Use of custom sources in Ecto

mguimas · June 28, 2019, 5:29pm

Hello

in section Polymorphic associations there a few uses of custom sources, in the example

has_many :comments, {"posts_comments", Comment}, ...

and

has_many :comments, {"tags_comments", Comment}, ...

which makes sense because Comment is defined without a fixed table,

defmodule Comment do
  use Ecto.Schema

  schema "abstract table: comments" do
    # This will be used by associations on each "concrete" table
    field :assoc_id, :integer
  end
end

Now my question is the following:

Are custom sources meant to be used only with schemas like Comment, which do not have a fixed table?

Or are there other uses for custom sources, like in this example, in which it is unclear if Category is defined like Comment or it is something else?

Thanks

LostKobrakai · June 29, 2019, 1:00pm

{table, Schema} is simply a way to override the source used to query data for a certain schema. You can also use them in ecto queries like from comment in {"posts_comment", Comment}. It doesn’t matter what your schema/2 macro lists as source, so you can do that with any ecto schema you might have. It is useful for any case, where you might want to use the same schema with different tables as source for data.

mguimas · June 29, 2019, 1:14pm

Thanks for your clear answer.

Have you found any practical uses, besides the case of polymorphic associations, that you might want to share?

LostKobrakai · June 29, 2019, 1:17pm

I’m currently using it for an entity, which is stored in different tables based on its current state. Like for example {"available_jobs", Job} and {"unavailable_jobs", Job}, but it only works really well if you don’t need additional data of the table, which is different between both.
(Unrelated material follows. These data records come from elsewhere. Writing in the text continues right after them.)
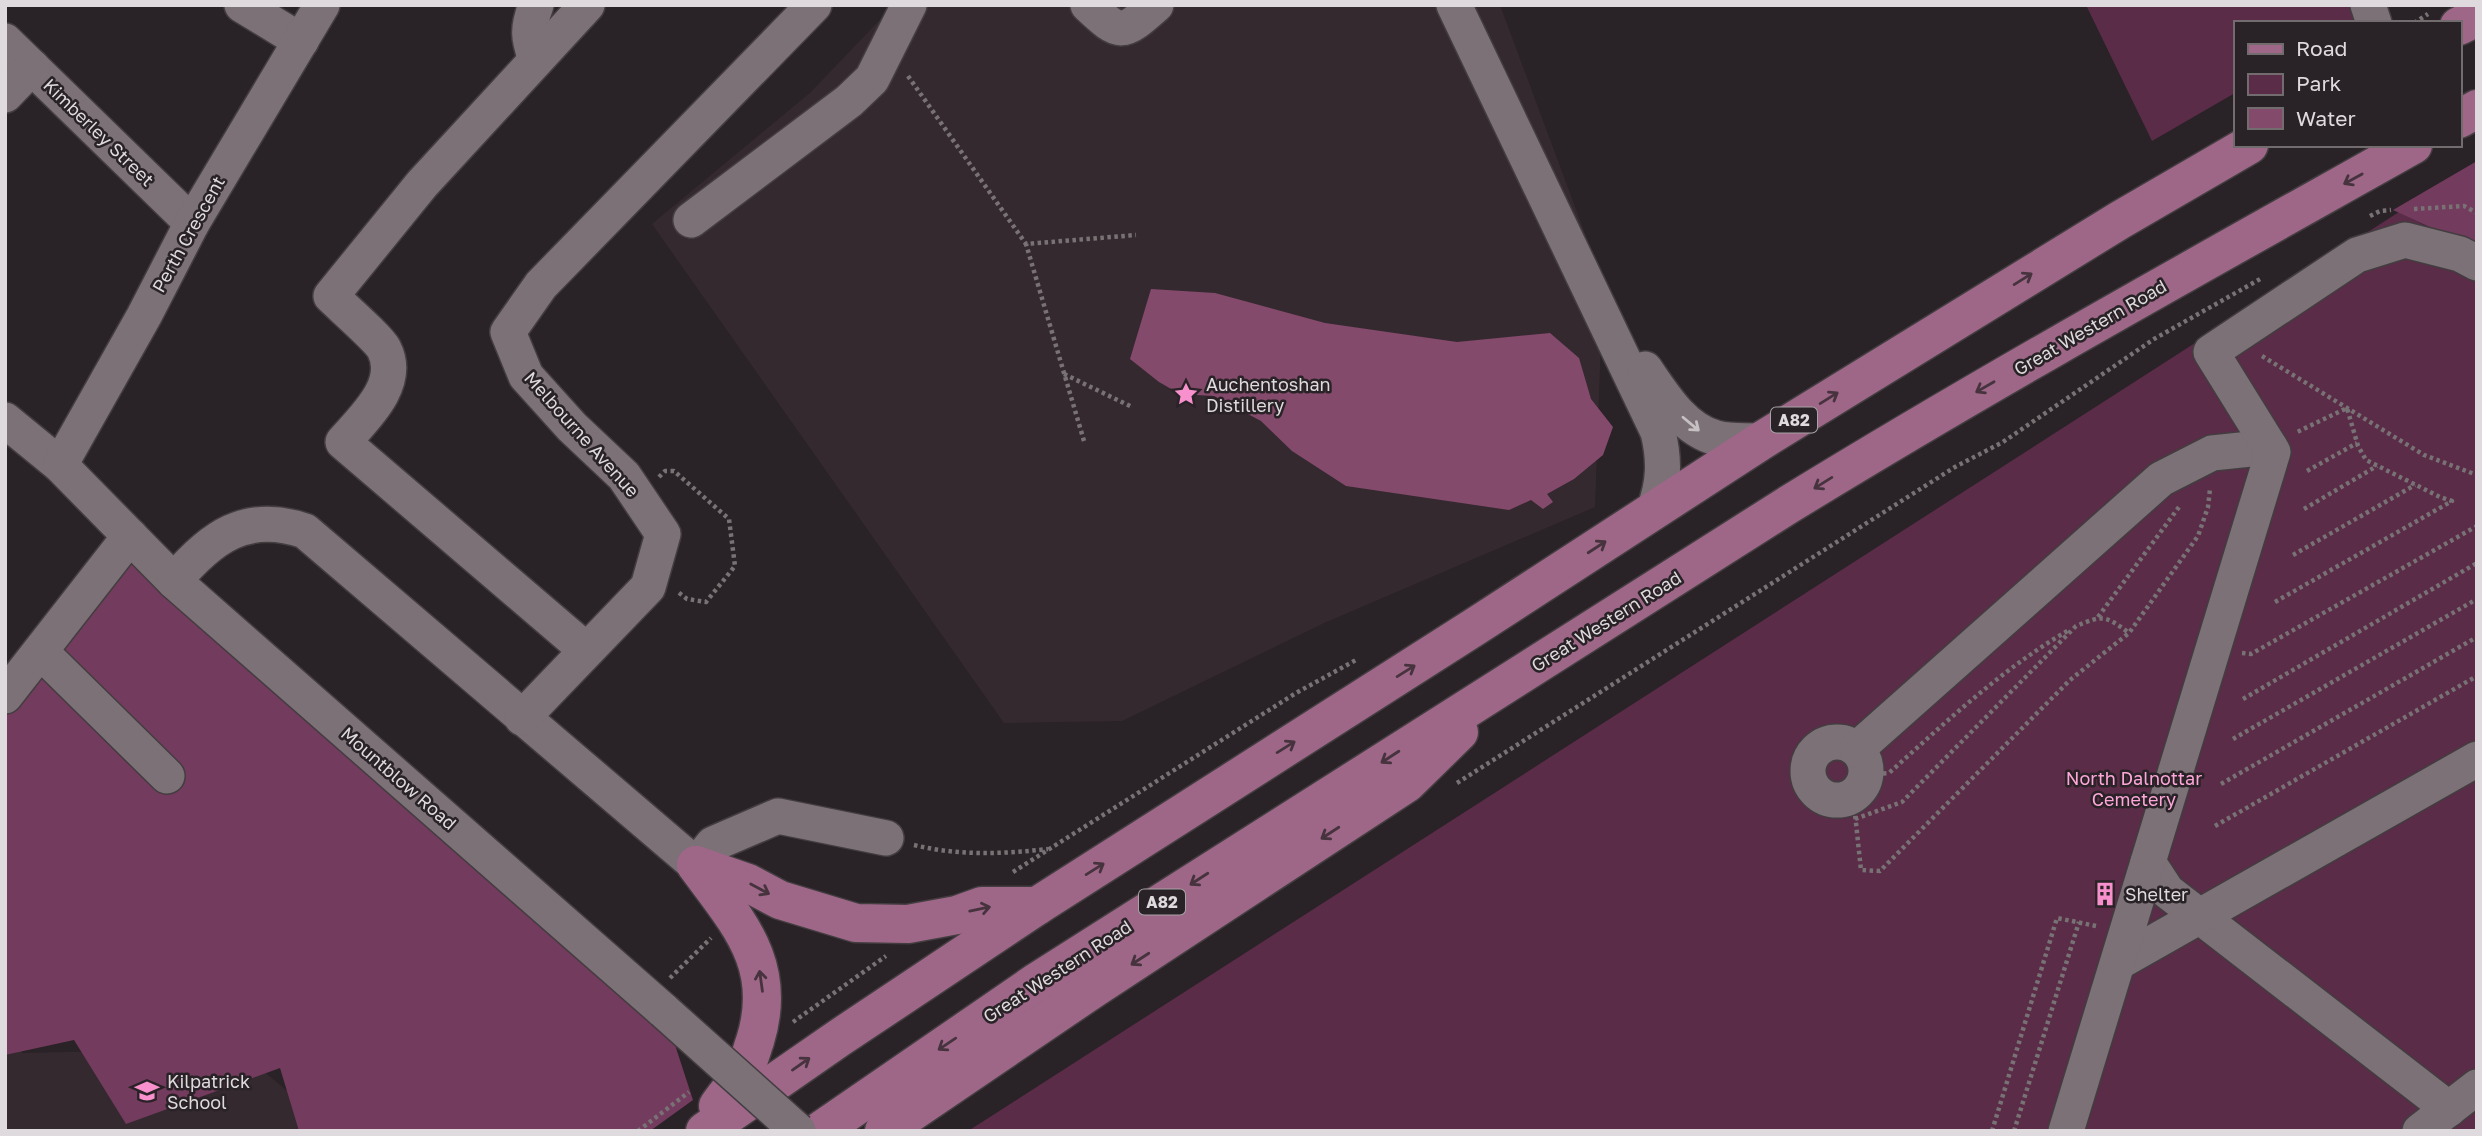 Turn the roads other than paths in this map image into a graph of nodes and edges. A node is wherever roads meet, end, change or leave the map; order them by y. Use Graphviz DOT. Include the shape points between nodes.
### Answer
graph roads {
  1 [pos="242,5"];
  2 [pos="322,5"];
  3 [pos="536,5"];
  4 [pos="587,5"];
  5 [pos="814,5"];
  6 [pos="909,5"];
  7 [pos="1088,5"];
  8 [pos="1156,5"];
  9 [pos="1454,5"];
  10 [pos="2477,17"];
  11 [pos="2461,25"];
  12 [pos="5,41"];
  13 [pos="301,41"];
  14 [pos="536,60"];
  15 [pos="32,67"];
  16 [pos="5,95"];
  17 [pos="2477,109"];
  18 [pos="2461,118"];
  19 [pos="2246,147"];
  20 [pos="2409,147"];
  21 [pos="691,220"];
  22 [pos="192,223"];
  23 [pos="2477,263"];
  24 [pos="1592,291"];
  25 [pos="5,420"];
  26 [pos="1761,440"];
  27 [pos="2270,447"];
  28 [pos="60,465"];
  29 [pos="1654,510"];
  30 [pos="130,536"];
  31 [pos="174,580"];
  32 [pos="586,650"];
  33 [pos="41,652"];
  34 [pos="1511,682"];
  35 [pos="5,696"];
  36 [pos="522,718"];
  37 [pos="2477,759"];
  38 [pos="167,776"];
  39 [pos="1858,785"];
  40 [pos="886,838"];
  41 [pos="2148,862"];
  42 [pos="696,865"];
  43 [pos="1037,906"];
  44 [pos="2201,915"];
  45 [pos="2123,947"];
  46 [pos="2477,1087"];
  47 [pos="2449,1108"];
  48 [pos="703,1131"];
  49 [pos="798,1131"];
  50 [pos="820,1131"];
  51 [pos="884,1131"];
  52 [pos="2066,1131"];
  53 [pos="2420,1131"];
  1 -- 13 [label="street"];
  2 -- 13 [label="street, Perth Crescent"];
  3 -- 14 [label="street" via="528,37"];
  4 -- 14 [label="street"];
  5 -- 32 [label="street, Melbourne Avenue" via="541,285 508,332 526,376 624,476 663,534 648,587"];
  6 -- 21 [label="street" via="872,79"];
  7 -- 8 [label="street" via="1120,29 1132,27"];
  9 -- 24 [label="street"];
  10 -- 11 [label="main road"];
  12 -- 15 [label="street, Kimberley Street"];
  13 -- 22 [label="street, Perth Crescent"];
  14 -- 32 [label="street" via="422,184 331,296 384,349 389,376 377,402 343,442"];
  15 -- 16 [label="street"];
  15 -- 22 [label="street, Kimberley Street"];
  17 -- 18 [label="main road"];
  26 -- 19 [label="main road, A82, one-way"];
  20 -- 34 [label="main road, Great Western Road / A82, one-way" via="1902,435"];
  22 -- 28 [label="street, Perth Crescent"];
  23 -- 27 [label="street" via="2405,240 2357,255 2211,352"];
  24 -- 26 [label="street, one-way" via="1668,402 1690,425 1719,439"];
  24 -- 29 [label="street" via="1658,432 1664,474"];
  25 -- 28 [label="street, Mountblow Road"];
  26 -- 29 [label="main road, A82"];
  27 -- 39 [label="street" via="2213,453 2161,479"];
  27 -- 41 [label="street" via="2273,452"];
  28 -- 30 [label="street, Mountblow Road"];
  43 -- 29 [label="main road, A82, one-way"];
  30 -- 31 [label="street, Mountblow Road"];
  30 -- 33 [label="street"];
  31 -- 36 [label="street" via="224,533 268,525 305,531"];
  31 -- 49 [label="street, Mountblow Road, bridge" via="666,995"];
  32 -- 36 [label="street, Melbourne Avenue"];
  33 -- 35 [label="street"];
  33 -- 38 [label="street"];
  34 -- 50 [label="main road, Great Western Road / A82, one-way" via="1050,974"];
  34 -- 51 [label="main road, one-way" via="1407,783"];
  36 -- 42 [label="street"];
  37 -- 44 [label="street"];
  40 -- 42 [label="street" via="778,816 713,844"];
  41 -- 44 [label="street" via="2167,891"];
  41 -- 45 [label="street"];
  42 -- 43 [label="main road, one-way" via="780,900 856,923 908,924 982,906"];
  48 -- 42 [label="main road, A82, one-way" via="747,1066 761,1021 763,993 751,947 733,913"];
  48 -- 43 [label="main road, A82, one-way"];
  44 -- 45 [label="street"];
  44 -- 47 [label="street"];
  45 -- 52 [label="street"];
  46 -- 47 [label="street"];
  47 -- 53 [label="street"];
}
mguimas · June 29, 2019, 1:23pm

Don’t know if I clearly understood this

but it only works really well if you don’t need additional data of the table, which is different between both.

Does this mean that it only works in practice if the tables have exactly the same schema (i.e., columns)?
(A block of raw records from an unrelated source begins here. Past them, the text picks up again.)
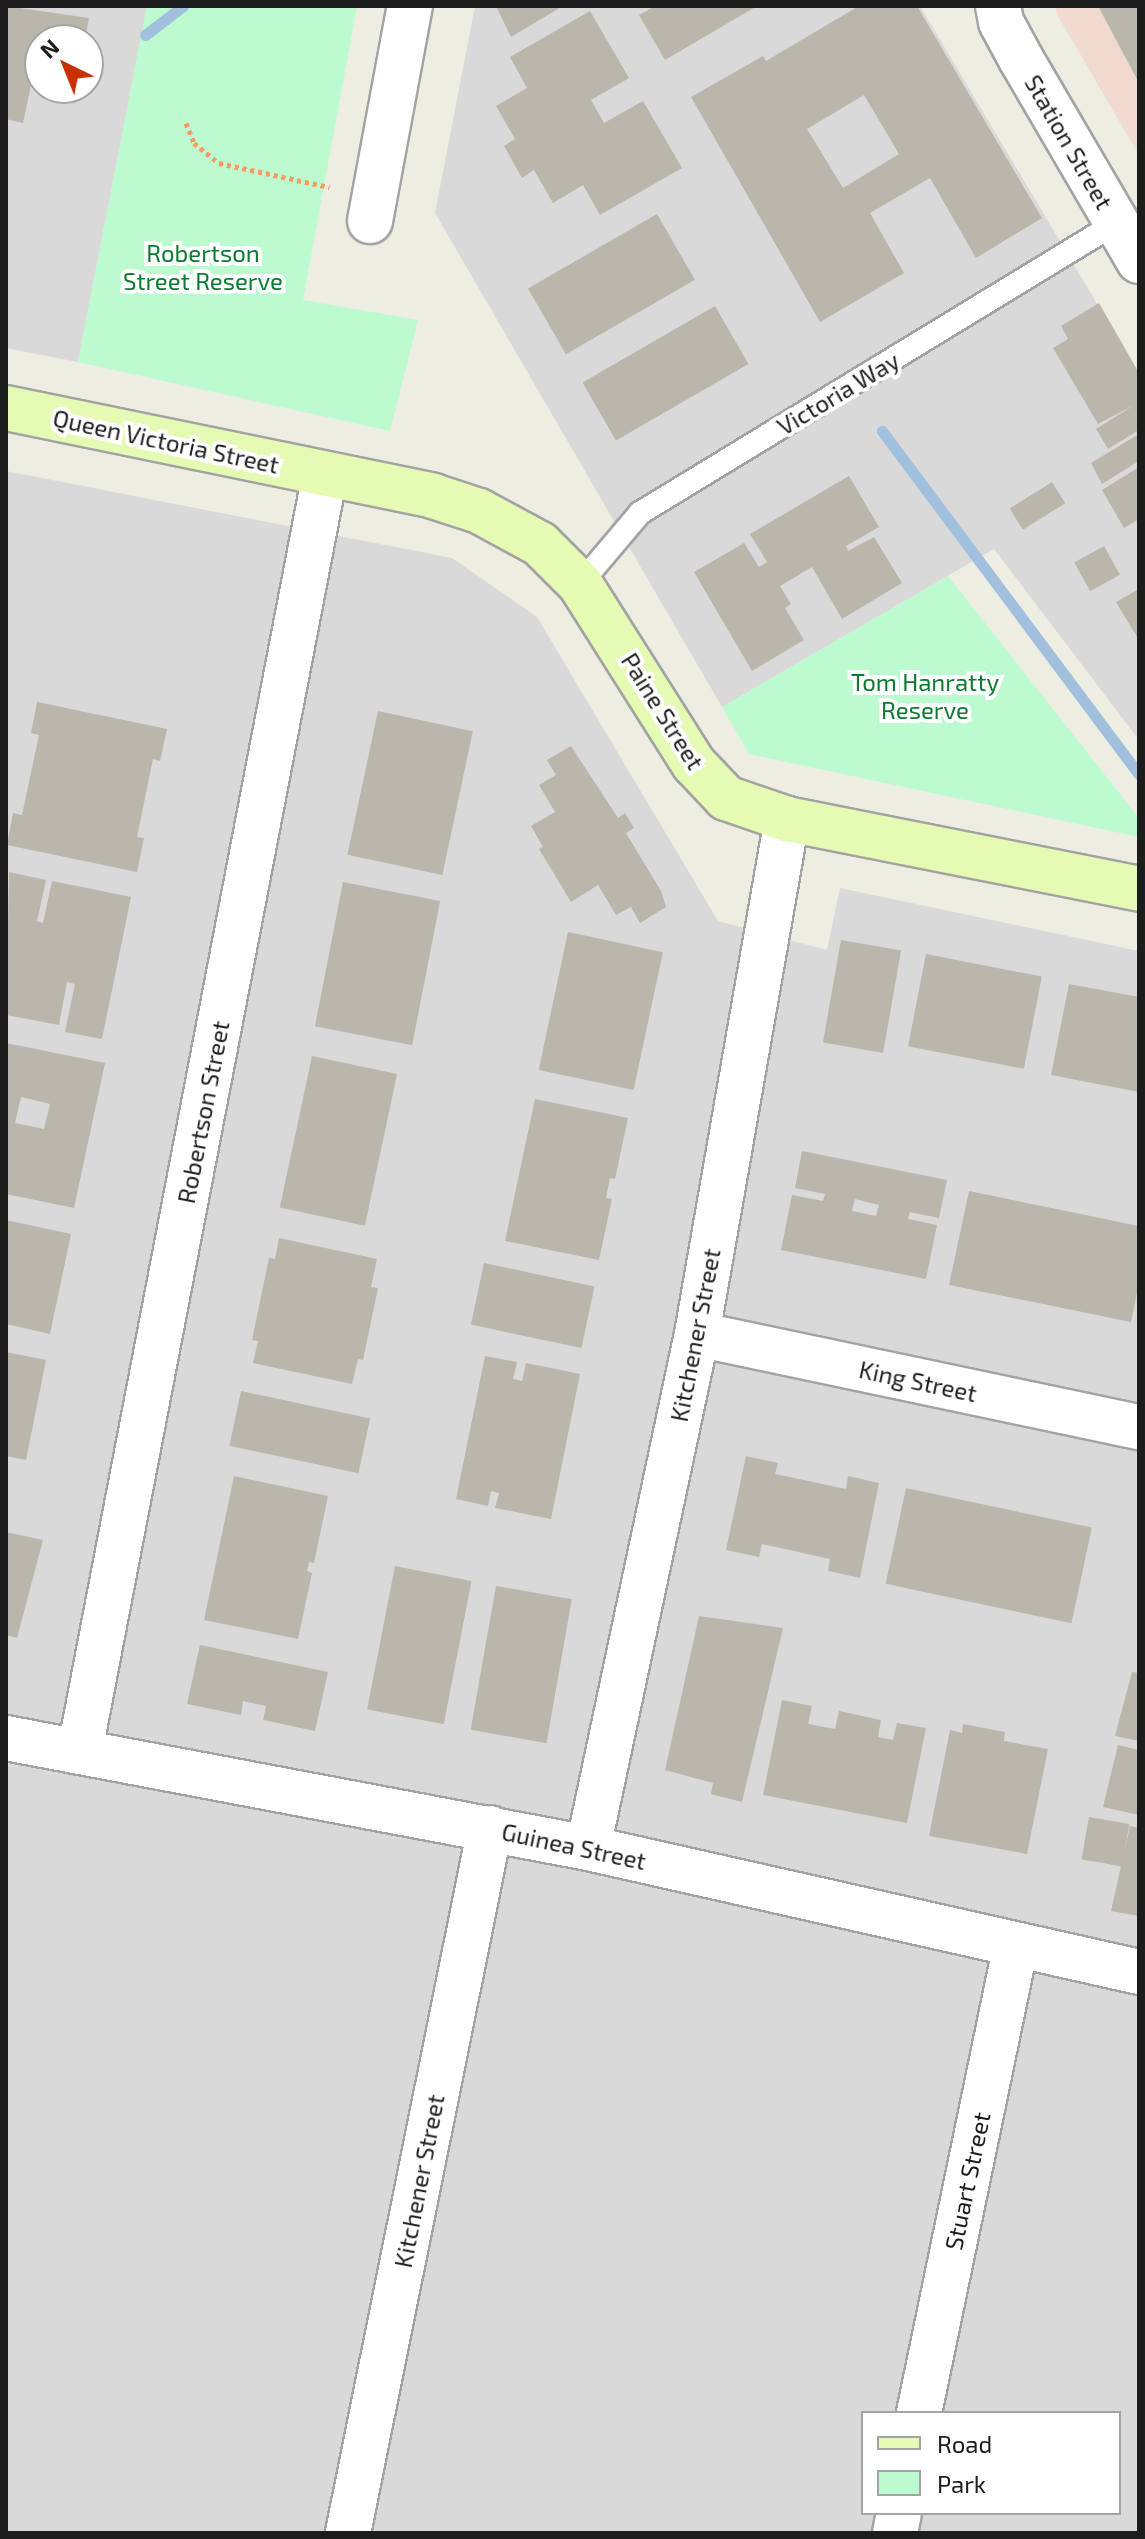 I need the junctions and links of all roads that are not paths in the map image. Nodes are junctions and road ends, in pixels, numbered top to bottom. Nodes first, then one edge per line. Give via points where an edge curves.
1 (410, 6) edge
2 (994, 11) edge
3 (370, 221) dead end
4 (1116, 223) junction
5 (1139, 261) edge
6 (6, 408) edge
7 (325, 474) junction
8 (580, 584) junction
9 (787, 819) junction
10 (1139, 889) edge
11 (697, 1334) junction
12 (1139, 1427) edge
13 (6, 1738) edge
14 (80, 1750) junction
15 (490, 1828) junction
16 (588, 1848) junction
17 (1015, 1948) junction
18 (1139, 1972) edge
19 (919, 2411) edge
20 (348, 2533) edge

1 - 3 street
2 - 4 street, Station Street
4 - 5 street, Station Street
4 - 8 lane, Victoria Way via 640,513
6 - 7 main road, Queen Victoria Street
7 - 8 main road, Paine Street via 479,511 540,544
7 - 14 street, Robertson Street
8 - 9 main road, Paine Street via 709,783 747,808
9 - 10 main road, Paine Street
9 - 11 street, Kitchener Street
11 - 12 street, King Street
11 - 16 street, Kitchener Street
13 - 14 street, Guinea Street
14 - 15 street, Guinea Street
15 - 16 street, Guinea Street
15 - 20 street, Kitchener Street
16 - 17 street, Guinea Street
17 - 18 street, Guinea Street
17 - 19 street, Stuart Street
LostKobrakai · June 29, 2019, 1:32pm

It means the table needs to have the columns for the fields of the schema you’re selecting in a query. For associations by default all fields will be loaded. It’s as simple as that. In practice it’s way simpler to handle two different schemas if you want to handle different data than trying to make a single schema work by only querying parts of its fields. So yeah, this is most useful if the tables have exactly the same columns and you’re selecting the same fields of of them. It doesn’t mean the table cannot have extra columns, which you don’t select for the schema. All of that is also the case for any other schema though. Just imagine {"other_table", SomeTable} like you would’ve written:

defmodule SomeTable do
  schema "other_table" do
  …
  end
end

Just that you didn’t need to “copy the module” just to use another source table.

mguimas · June 29, 2019, 1:42pm

Ok, now it is even clearer

It seems useful:

for polymorphic associations
if you want to partition a huge amount of data, of the same schema, across several tables, for performance reasons (which seems like what you do for Job, no?)
and probably other use cases I can’t remember right now

Thanks again @LostKobrakai

Dear readers: if you know of other interesting use cases, please post them here for future reference. Thanks.

LostKobrakai · June 29, 2019, 1:48pm

It’s not performance reasons, but rather querying ones. Sometimes it’s easier to move data elsewhere instead of handling differentiation only via where clauses in queries.

mguimas · June 29, 2019, 1:51pm

Interesting … why is that? … perhaps the codebase you are working on is too complex to change?

It would be interesting to know, because it seems another case to add to the previous two.

LostKobrakai · June 29, 2019, 1:54pm

Yeah in my case it was because of not wanting to touch the querying of existing code, but I can also see it being an intentional design decision. E.g. there might be quite a lot of metadata on those tables, which is different between states and queried through different schemas.